Wednesday, 3 May 2006

'Step off! I'ma set you up the bomb!' : How Hip-Hop should be portrayed in a webcomic

I have become a late convert to Orneryboy, I had presumed it was a simplistic strip but as I read through the archives the storyline escalated into something special. The best strips are, of course, the zombie Brian's efforts as an emcee, Lalonde could have truly fudged this up but he's made it work. This is perhaps the best strip where Brian shows his inner Hip-Hop backpacker geek.

It is a clever addition to what is primarily a comic that relies upon stylised visual gags. The humour follows a 'Punch and Judy' template and what started out as a one-off joke has become an ongoing motif for the strip. Michael Lalonde has actually put some effort into Brian's flow and I appreciate that.

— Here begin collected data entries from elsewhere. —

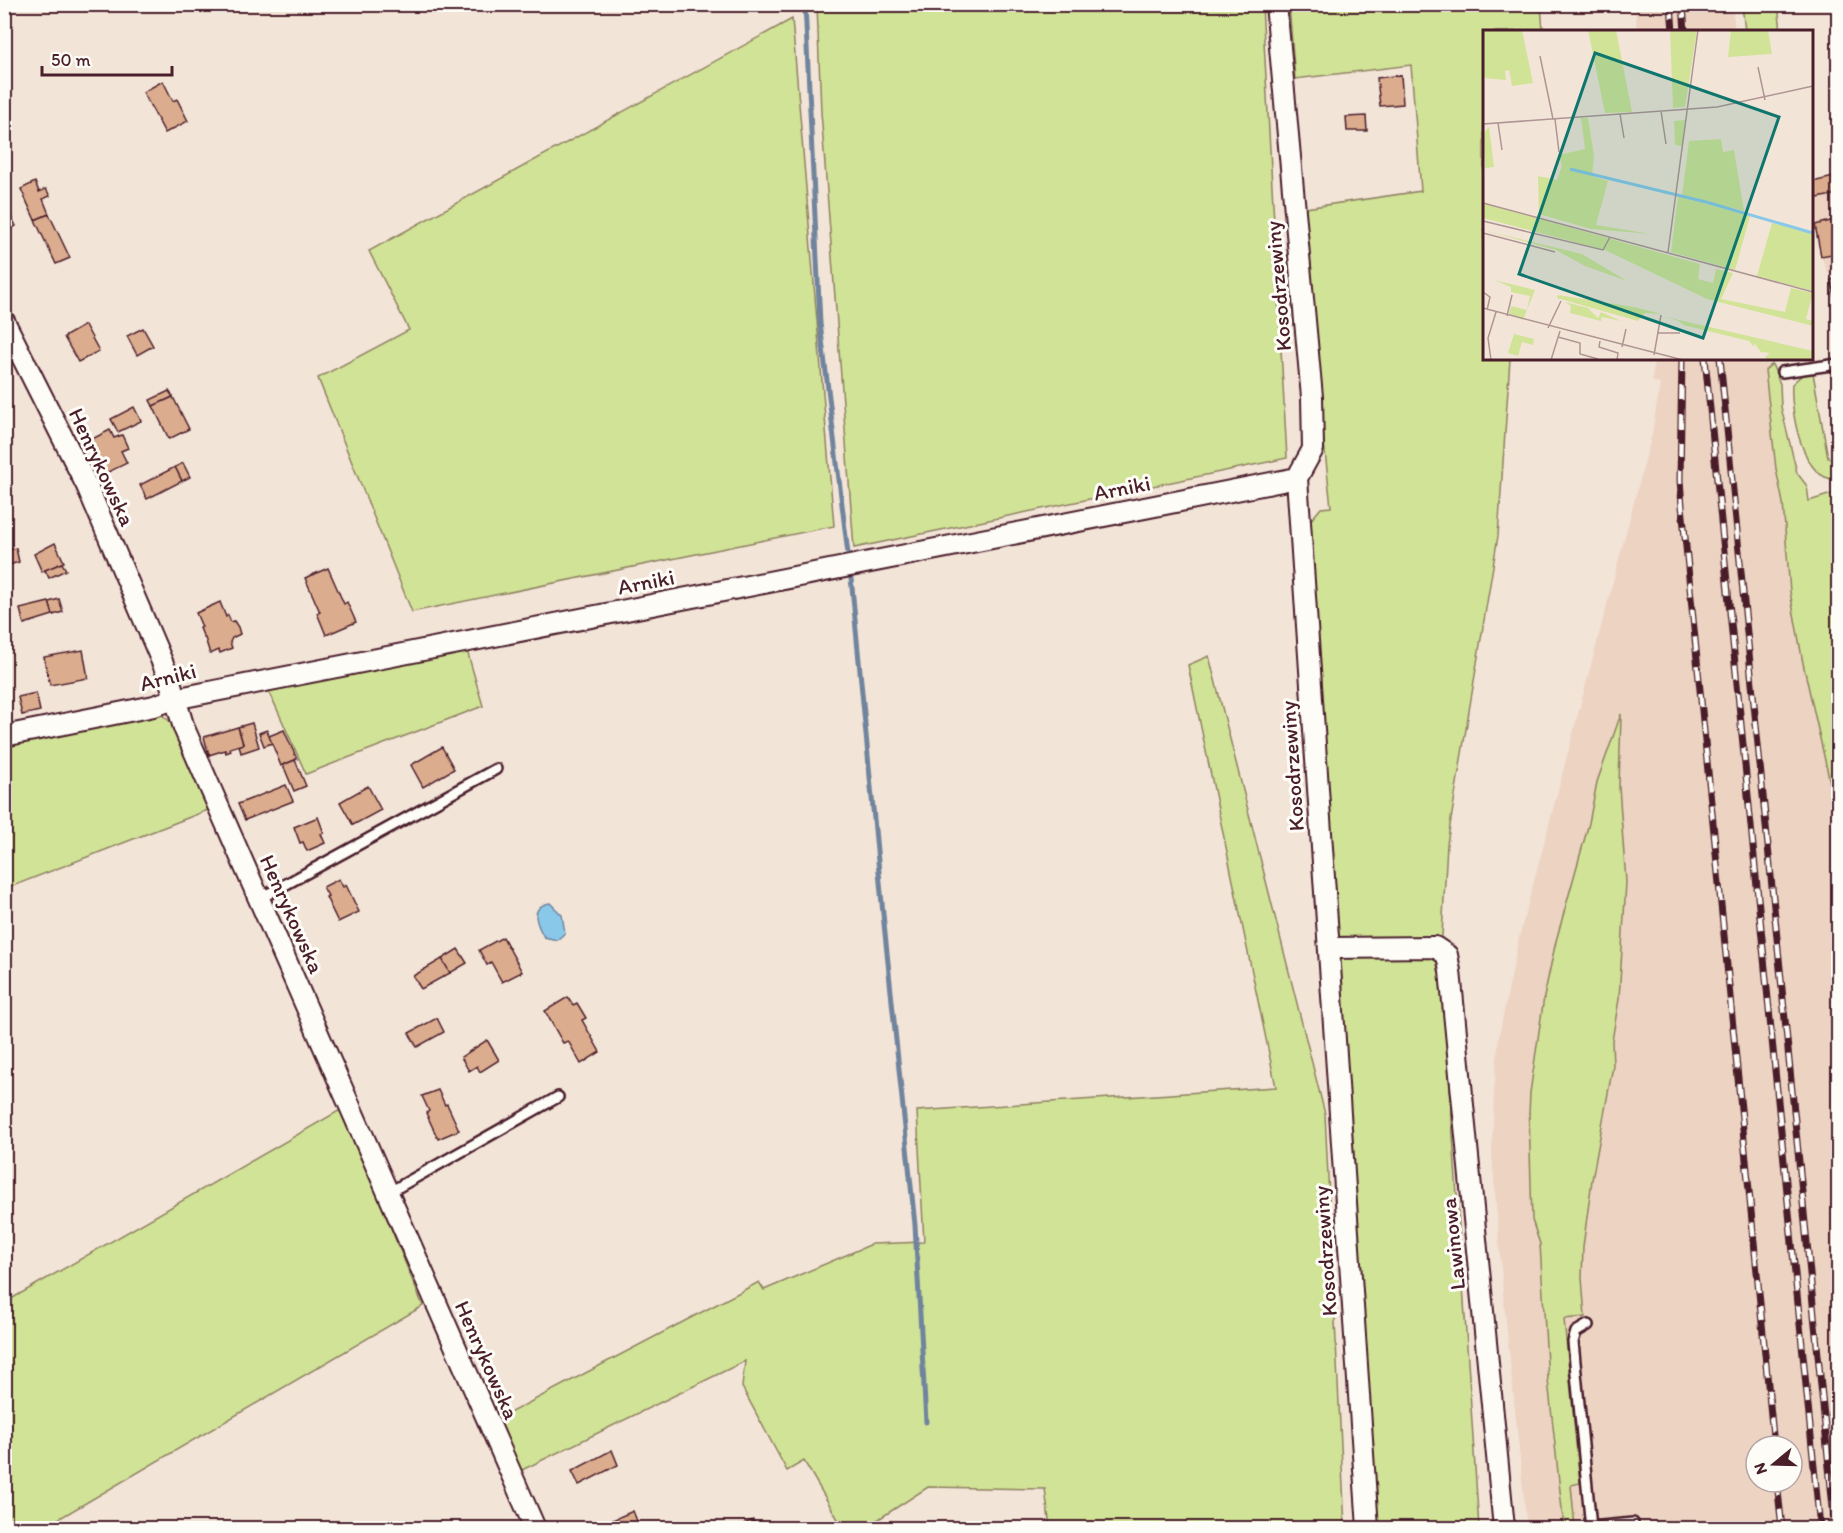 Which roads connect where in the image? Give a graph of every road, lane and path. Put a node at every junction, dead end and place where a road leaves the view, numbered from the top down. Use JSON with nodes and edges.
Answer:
{"nodes":[{"id":1,"x":1276,"y":4,"type":"edge"},
{"id":2,"x":4,"y":321,"type":"edge"},
{"id":3,"x":1839,"y":364,"type":"edge"},
{"id":4,"x":1782,"y":372,"type":"dead end"},
{"id":5,"x":1297,"y":478,"type":"junction"},
{"id":6,"x":174,"y":699,"type":"junction"},
{"id":7,"x":4,"y":736,"type":"edge"},
{"id":8,"x":496,"y":769,"type":"dead end"},
{"id":9,"x":260,"y":899,"type":"junction"},
{"id":10,"x":1329,"y":948,"type":"junction"},
{"id":11,"x":558,"y":1097,"type":"dead end"},
{"id":12,"x":388,"y":1193,"type":"junction"},
{"id":13,"x":1588,"y":1325,"type":"dead end"},
{"id":14,"x":1633,"y":1522,"type":"dead end"},
{"id":15,"x":535,"y":1528,"type":"edge"},
{"id":16,"x":1368,"y":1528,"type":"edge"},
{"id":17,"x":1504,"y":1528,"type":"edge"},
{"id":18,"x":1591,"y":1528,"type":"edge"}],
"edges":[{"from":1,"to":5,"type":"street","name":"Kosodrzewiny"},
{"from":2,"to":6,"type":"street","name":"Henrykowska"},
{"from":3,"to":4,"type":"lane"},
{"from":5,"to":6,"type":"street","name":"Arniki"},
{"from":5,"to":10,"type":"street","name":"Kosodrzewiny"},
{"from":6,"to":7,"type":"street","name":"Arniki"},
{"from":6,"to":9,"type":"street","name":"Henrykowska"},
{"from":8,"to":9,"type":"lane"},
{"from":9,"to":12,"type":"street","name":"Henrykowska"},
{"from":10,"to":16,"type":"street","name":"Kosodrzewiny"},
{"from":10,"to":17,"type":"street","name":"Lawinowa"},
{"from":11,"to":12,"type":"lane"},
{"from":12,"to":15,"type":"street","name":"Henrykowska"},
{"from":13,"to":18,"type":"lane"},
{"from":14,"to":18,"type":"lane"}]}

If punk has, Nothing nice to say, and ska has 21 Dead monkeys as webcomic presences, well Hip-Hop doesn't really have a good presence within web-comics. In fact, the only print comic I own connected to Hip-Hop is Jim Mahfood's Felt. If it is represented within a web-comic it's usually within a negative or condescending light. I think a prime example would have to be Comet 7's use of the talking water cooler with the 'bling', which is not a particulary clever modern representation, he even doesn't rap! It looks more like snide fuckwitery to me, its the usual inane response to Hip-Hop: The bitches, the 'yo!' and the gold chain. If I were fifteen it might be moderately amusing, for three minutes.
I don't mind David Tekiela taking the piss out of Hip-Hop, God knows it needs it with all the idiocies commited in its name ( Ja Rule & Murder Inc, we're looking at you) It's just that Gangster rap is an easy target and Comet 7 uses it to make up a stock character when it could use it for so much more.